(Stored items)
·····
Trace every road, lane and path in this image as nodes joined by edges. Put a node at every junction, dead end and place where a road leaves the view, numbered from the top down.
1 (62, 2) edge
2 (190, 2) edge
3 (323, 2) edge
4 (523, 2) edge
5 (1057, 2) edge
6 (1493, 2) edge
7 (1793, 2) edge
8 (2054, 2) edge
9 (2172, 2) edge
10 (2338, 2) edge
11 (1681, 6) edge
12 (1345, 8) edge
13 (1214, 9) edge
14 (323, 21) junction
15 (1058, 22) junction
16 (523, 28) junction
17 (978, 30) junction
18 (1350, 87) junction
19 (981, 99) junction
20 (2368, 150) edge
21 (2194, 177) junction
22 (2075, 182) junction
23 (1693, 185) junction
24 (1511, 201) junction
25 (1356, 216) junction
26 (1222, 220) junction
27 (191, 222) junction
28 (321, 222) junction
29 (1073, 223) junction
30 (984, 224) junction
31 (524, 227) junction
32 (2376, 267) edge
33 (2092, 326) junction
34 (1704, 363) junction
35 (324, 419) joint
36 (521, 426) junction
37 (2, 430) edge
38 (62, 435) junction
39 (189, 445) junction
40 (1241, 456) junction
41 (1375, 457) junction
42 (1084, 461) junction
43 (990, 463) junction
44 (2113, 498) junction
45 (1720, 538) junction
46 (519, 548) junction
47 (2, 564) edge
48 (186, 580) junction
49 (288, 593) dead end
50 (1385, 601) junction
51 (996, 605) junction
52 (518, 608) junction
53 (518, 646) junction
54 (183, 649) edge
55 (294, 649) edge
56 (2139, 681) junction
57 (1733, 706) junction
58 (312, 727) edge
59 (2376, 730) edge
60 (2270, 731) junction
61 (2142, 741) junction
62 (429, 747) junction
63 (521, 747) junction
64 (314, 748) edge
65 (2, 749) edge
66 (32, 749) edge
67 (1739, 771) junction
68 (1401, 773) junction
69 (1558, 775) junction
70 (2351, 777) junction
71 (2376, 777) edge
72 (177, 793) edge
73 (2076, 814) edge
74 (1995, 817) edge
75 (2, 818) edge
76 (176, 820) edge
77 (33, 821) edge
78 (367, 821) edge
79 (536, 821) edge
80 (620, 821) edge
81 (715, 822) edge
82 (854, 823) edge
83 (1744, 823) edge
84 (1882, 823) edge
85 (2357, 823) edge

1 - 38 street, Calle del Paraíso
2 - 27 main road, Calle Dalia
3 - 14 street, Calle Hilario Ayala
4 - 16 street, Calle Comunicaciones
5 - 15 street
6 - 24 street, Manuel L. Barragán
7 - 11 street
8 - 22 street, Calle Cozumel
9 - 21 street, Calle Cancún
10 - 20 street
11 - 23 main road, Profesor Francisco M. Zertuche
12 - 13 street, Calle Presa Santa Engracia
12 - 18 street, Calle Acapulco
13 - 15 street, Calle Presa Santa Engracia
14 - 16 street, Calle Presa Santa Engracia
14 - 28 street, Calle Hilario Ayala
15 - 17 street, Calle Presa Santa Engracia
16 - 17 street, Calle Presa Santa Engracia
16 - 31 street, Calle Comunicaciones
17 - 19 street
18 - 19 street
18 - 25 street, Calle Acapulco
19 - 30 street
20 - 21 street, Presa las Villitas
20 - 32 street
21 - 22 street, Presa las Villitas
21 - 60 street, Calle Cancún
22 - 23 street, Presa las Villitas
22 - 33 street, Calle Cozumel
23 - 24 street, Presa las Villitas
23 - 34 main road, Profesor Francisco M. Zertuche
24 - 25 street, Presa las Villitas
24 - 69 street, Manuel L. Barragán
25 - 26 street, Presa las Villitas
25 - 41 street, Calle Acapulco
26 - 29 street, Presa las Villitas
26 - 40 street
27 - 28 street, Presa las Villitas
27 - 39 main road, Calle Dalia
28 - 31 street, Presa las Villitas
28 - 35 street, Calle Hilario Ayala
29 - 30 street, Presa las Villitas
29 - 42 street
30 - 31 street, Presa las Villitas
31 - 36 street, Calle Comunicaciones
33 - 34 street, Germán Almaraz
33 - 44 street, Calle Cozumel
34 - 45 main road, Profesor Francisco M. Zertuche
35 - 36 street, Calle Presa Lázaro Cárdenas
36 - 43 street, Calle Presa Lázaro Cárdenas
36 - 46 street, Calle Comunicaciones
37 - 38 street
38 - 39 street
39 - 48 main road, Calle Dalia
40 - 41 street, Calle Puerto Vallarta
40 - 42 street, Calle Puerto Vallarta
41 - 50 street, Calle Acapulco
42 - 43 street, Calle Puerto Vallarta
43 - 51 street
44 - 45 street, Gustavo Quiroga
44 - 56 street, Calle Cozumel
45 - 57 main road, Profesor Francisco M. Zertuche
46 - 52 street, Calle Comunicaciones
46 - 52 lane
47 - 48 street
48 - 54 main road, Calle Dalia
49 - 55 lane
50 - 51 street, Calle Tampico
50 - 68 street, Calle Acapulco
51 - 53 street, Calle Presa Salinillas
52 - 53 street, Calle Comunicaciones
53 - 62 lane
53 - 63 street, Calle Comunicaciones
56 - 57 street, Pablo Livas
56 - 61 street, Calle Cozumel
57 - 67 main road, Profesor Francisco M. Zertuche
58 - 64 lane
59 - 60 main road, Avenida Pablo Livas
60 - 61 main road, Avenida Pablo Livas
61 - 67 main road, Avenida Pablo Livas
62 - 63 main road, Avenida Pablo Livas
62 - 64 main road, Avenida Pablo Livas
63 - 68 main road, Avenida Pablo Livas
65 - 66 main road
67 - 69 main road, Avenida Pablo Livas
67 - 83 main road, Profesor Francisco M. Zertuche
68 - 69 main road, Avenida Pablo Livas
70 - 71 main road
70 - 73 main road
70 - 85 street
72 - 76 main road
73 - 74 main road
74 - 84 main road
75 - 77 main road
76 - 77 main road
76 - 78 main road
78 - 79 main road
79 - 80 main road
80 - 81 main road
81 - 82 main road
·····
■ **WHAT YOU HAVE TO DO**: The records above must be repeated exactly, in their entirety.

■ **THE COMPLETED TASK**:
Trace every road, lane and path in this image as nodes joined by edges. Put a node at every junction, dead end and place where a road leaves the view, numbered from the top down.
1 (62, 2) edge
2 (190, 2) edge
3 (323, 2) edge
4 (523, 2) edge
5 (1057, 2) edge
6 (1493, 2) edge
7 (1793, 2) edge
8 (2054, 2) edge
9 (2172, 2) edge
10 (2338, 2) edge
11 (1681, 6) edge
12 (1345, 8) edge
13 (1214, 9) edge
14 (323, 21) junction
15 (1058, 22) junction
16 (523, 28) junction
17 (978, 30) junction
18 (1350, 87) junction
19 (981, 99) junction
20 (2368, 150) edge
21 (2194, 177) junction
22 (2075, 182) junction
23 (1693, 185) junction
24 (1511, 201) junction
25 (1356, 216) junction
26 (1222, 220) junction
27 (191, 222) junction
28 (321, 222) junction
29 (1073, 223) junction
30 (984, 224) junction
31 (524, 227) junction
32 (2376, 267) edge
33 (2092, 326) junction
34 (1704, 363) junction
35 (324, 419) joint
36 (521, 426) junction
37 (2, 430) edge
38 (62, 435) junction
39 (189, 445) junction
40 (1241, 456) junction
41 (1375, 457) junction
42 (1084, 461) junction
43 (990, 463) junction
44 (2113, 498) junction
45 (1720, 538) junction
46 (519, 548) junction
47 (2, 564) edge
48 (186, 580) junction
49 (288, 593) dead end
50 (1385, 601) junction
51 (996, 605) junction
52 (518, 608) junction
53 (518, 646) junction
54 (183, 649) edge
55 (294, 649) edge
56 (2139, 681) junction
57 (1733, 706) junction
58 (312, 727) edge
59 (2376, 730) edge
60 (2270, 731) junction
61 (2142, 741) junction
62 (429, 747) junction
63 (521, 747) junction
64 (314, 748) edge
65 (2, 749) edge
66 (32, 749) edge
67 (1739, 771) junction
68 (1401, 773) junction
69 (1558, 775) junction
70 (2351, 777) junction
71 (2376, 777) edge
72 (177, 793) edge
73 (2076, 814) edge
74 (1995, 817) edge
75 (2, 818) edge
76 (176, 820) edge
77 (33, 821) edge
78 (367, 821) edge
79 (536, 821) edge
80 (620, 821) edge
81 (715, 822) edge
82 (854, 823) edge
83 (1744, 823) edge
84 (1882, 823) edge
85 (2357, 823) edge

1 - 38 street, Calle del Paraíso
2 - 27 main road, Calle Dalia
3 - 14 street, Calle Hilario Ayala
4 - 16 street, Calle Comunicaciones
5 - 15 street
6 - 24 street, Manuel L. Barragán
7 - 11 street
8 - 22 street, Calle Cozumel
9 - 21 street, Calle Cancún
10 - 20 street
11 - 23 main road, Profesor Francisco M. Zertuche
12 - 13 street, Calle Presa Santa Engracia
12 - 18 street, Calle Acapulco
13 - 15 street, Calle Presa Santa Engracia
14 - 16 street, Calle Presa Santa Engracia
14 - 28 street, Calle Hilario Ayala
15 - 17 street, Calle Presa Santa Engracia
16 - 17 street, Calle Presa Santa Engracia
16 - 31 street, Calle Comunicaciones
17 - 19 street
18 - 19 street
18 - 25 street, Calle Acapulco
19 - 30 street
20 - 21 street, Presa las Villitas
20 - 32 street
21 - 22 street, Presa las Villitas
21 - 60 street, Calle Cancún
22 - 23 street, Presa las Villitas
22 - 33 street, Calle Cozumel
23 - 24 street, Presa las Villitas
23 - 34 main road, Profesor Francisco M. Zertuche
24 - 25 street, Presa las Villitas
24 - 69 street, Manuel L. Barragán
25 - 26 street, Presa las Villitas
25 - 41 street, Calle Acapulco
26 - 29 street, Presa las Villitas
26 - 40 street
27 - 28 street, Presa las Villitas
27 - 39 main road, Calle Dalia
28 - 31 street, Presa las Villitas
28 - 35 street, Calle Hilario Ayala
29 - 30 street, Presa las Villitas
29 - 42 street
30 - 31 street, Presa las Villitas
31 - 36 street, Calle Comunicaciones
33 - 34 street, Germán Almaraz
33 - 44 street, Calle Cozumel
34 - 45 main road, Profesor Francisco M. Zertuche
35 - 36 street, Calle Presa Lázaro Cárdenas
36 - 43 street, Calle Presa Lázaro Cárdenas
36 - 46 street, Calle Comunicaciones
37 - 38 street
38 - 39 street
39 - 48 main road, Calle Dalia
40 - 41 street, Calle Puerto Vallarta
40 - 42 street, Calle Puerto Vallarta
41 - 50 street, Calle Acapulco
42 - 43 street, Calle Puerto Vallarta
43 - 51 street
44 - 45 street, Gustavo Quiroga
44 - 56 street, Calle Cozumel
45 - 57 main road, Profesor Francisco M. Zertuche
46 - 52 street, Calle Comunicaciones
46 - 52 lane
47 - 48 street
48 - 54 main road, Calle Dalia
49 - 55 lane
50 - 51 street, Calle Tampico
50 - 68 street, Calle Acapulco
51 - 53 street, Calle Presa Salinillas
52 - 53 street, Calle Comunicaciones
53 - 62 lane
53 - 63 street, Calle Comunicaciones
56 - 57 street, Pablo Livas
56 - 61 street, Calle Cozumel
57 - 67 main road, Profesor Francisco M. Zertuche
58 - 64 lane
59 - 60 main road, Avenida Pablo Livas
60 - 61 main road, Avenida Pablo Livas
61 - 67 main road, Avenida Pablo Livas
62 - 63 main road, Avenida Pablo Livas
62 - 64 main road, Avenida Pablo Livas
63 - 68 main road, Avenida Pablo Livas
65 - 66 main road
67 - 69 main road, Avenida Pablo Livas
67 - 83 main road, Profesor Francisco M. Zertuche
68 - 69 main road, Avenida Pablo Livas
70 - 71 main road
70 - 73 main road
70 - 85 street
72 - 76 main road
73 - 74 main road
74 - 84 main road
75 - 77 main road
76 - 77 main road
76 - 78 main road
78 - 79 main road
79 - 80 main road
80 - 81 main road
81 - 82 main road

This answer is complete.